Because of the length of time I am away, I realize that it would be selfish to expect my room to be left unused and all the things left to stand where they are. Being a bit OCD, I also wouldn’t want things to sit around and collect dust anyway. Because of this realization and the realization that I will go to a PhD program soon after completing my VDAC program, I know that I will likely never live in this house in the same way again. The things I collected over the years also can’t just stay here, and I don’t want to have to take so much with me wherever I end up going. So, between reading works from my reading list and taking care of some bureaucracies in relation to being a Masters student and studying abroad (for example, I still need to figure out how I register and get credit for my classes), I cleaned my room. I am fairly documentation-friendly, so one of the most time consuming tasks was going through literally stacks of papers, notes, mementos, and cards that required patience and reason to work through.

Picture stolen off google, but it pretty much looks like a section of my room did. The cups of coffee were necessary.

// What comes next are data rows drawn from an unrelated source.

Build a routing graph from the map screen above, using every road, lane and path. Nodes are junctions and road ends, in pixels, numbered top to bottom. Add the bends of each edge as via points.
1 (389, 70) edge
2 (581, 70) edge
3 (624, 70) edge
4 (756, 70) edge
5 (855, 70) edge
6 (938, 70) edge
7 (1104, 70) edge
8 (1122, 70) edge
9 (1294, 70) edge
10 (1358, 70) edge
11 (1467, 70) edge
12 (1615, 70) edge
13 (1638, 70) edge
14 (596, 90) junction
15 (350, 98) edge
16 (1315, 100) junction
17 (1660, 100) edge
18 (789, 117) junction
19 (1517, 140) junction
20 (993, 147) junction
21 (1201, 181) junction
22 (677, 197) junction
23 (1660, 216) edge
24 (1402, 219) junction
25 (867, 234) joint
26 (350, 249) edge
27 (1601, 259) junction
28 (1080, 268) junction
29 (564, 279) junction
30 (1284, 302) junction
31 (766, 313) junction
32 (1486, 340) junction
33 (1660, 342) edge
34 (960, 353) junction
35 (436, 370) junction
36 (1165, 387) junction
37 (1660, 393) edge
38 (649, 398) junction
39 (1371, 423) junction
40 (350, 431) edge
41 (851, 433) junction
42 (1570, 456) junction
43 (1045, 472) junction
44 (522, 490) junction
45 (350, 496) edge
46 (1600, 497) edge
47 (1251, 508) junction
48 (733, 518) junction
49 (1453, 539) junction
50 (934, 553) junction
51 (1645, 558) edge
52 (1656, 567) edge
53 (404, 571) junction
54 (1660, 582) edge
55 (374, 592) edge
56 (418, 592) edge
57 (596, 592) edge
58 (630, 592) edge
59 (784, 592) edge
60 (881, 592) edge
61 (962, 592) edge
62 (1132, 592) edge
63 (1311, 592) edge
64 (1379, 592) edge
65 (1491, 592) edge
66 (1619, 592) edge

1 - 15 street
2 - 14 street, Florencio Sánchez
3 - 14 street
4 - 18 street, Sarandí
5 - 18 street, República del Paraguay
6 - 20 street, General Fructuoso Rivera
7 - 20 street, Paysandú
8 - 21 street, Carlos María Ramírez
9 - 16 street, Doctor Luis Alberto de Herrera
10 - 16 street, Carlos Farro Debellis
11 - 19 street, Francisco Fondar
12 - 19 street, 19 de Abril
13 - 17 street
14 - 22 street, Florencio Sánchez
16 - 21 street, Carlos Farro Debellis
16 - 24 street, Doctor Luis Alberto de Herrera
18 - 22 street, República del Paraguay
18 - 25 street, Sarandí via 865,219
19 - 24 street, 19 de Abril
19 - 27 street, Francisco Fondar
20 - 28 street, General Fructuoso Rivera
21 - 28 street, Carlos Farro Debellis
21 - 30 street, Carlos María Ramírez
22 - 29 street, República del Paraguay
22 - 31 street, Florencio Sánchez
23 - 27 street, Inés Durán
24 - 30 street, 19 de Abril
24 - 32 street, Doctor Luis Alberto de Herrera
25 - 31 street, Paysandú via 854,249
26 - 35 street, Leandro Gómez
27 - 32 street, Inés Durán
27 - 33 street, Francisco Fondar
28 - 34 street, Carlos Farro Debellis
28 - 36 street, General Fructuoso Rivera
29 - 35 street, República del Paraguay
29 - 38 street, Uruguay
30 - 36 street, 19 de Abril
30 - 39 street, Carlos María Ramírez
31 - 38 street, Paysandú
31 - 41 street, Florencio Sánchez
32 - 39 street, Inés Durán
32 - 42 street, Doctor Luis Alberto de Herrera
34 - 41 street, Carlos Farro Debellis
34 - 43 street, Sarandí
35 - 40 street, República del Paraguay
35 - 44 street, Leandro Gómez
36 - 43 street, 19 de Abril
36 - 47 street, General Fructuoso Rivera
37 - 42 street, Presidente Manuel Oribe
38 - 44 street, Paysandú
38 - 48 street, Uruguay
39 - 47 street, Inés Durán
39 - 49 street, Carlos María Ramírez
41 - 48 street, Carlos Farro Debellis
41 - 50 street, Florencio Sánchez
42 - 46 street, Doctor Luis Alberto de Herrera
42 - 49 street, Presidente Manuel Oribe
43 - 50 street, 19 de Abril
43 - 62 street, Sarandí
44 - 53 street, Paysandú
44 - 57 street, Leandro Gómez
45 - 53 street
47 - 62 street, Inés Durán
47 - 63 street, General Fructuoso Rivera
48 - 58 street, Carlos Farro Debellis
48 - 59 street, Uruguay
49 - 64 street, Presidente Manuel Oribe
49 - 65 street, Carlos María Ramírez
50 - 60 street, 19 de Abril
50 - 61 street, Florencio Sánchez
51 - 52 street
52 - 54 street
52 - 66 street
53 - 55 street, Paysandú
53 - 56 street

I write “reason” because while many of the things that I saw again burst upon me with memories, happiness, nostalgia, or soft sadness, I needed to use the cooler half of my wits and remember that the memories that the mementos bring would be there with or without the physical reminder. I thought for a while that I would want to have whole scrapbooks for my children to look through to understand and get to know their mother better, but one of the more significant things I learned from spending a lot of time alone with my mother this summer is that the most powerful way to get to know someone is through time spent together. The more time people spend together, the more conversation happens, and the more things are brought out of the other person’s memories into one’s life. So, I was able to take four long boxes that roll under the bed and turn them into two; a lot of the containers around the room that I collected knick-knacks in are now cleared. 

I already started to collect things that I don’t use here in Florida (because most of the time it’s above 80 degrees and enough humidity to dampen paper) like warm clothes and power converters in a box in my closet. I am also slowly categorizing things in my head that I will want to bring over to Germany, like my Tagesdecke, alarm clocks, shoe organizer… I have a room in a dorm over in Hamburg reserved for me the moment I arrive in the city, but as anyone can attest, a bed, a shelf and a dresser leave something to be desired when it comes to actually spending time in the room. However, unlike my first few years at college, I don’t intend to bring cars-full of stuff with me. I am taking this trip as a chance to live more lightly, to carry less baggage with me, so to speak, and be more aware of experiences and how I spend my time than the things I spend my time with.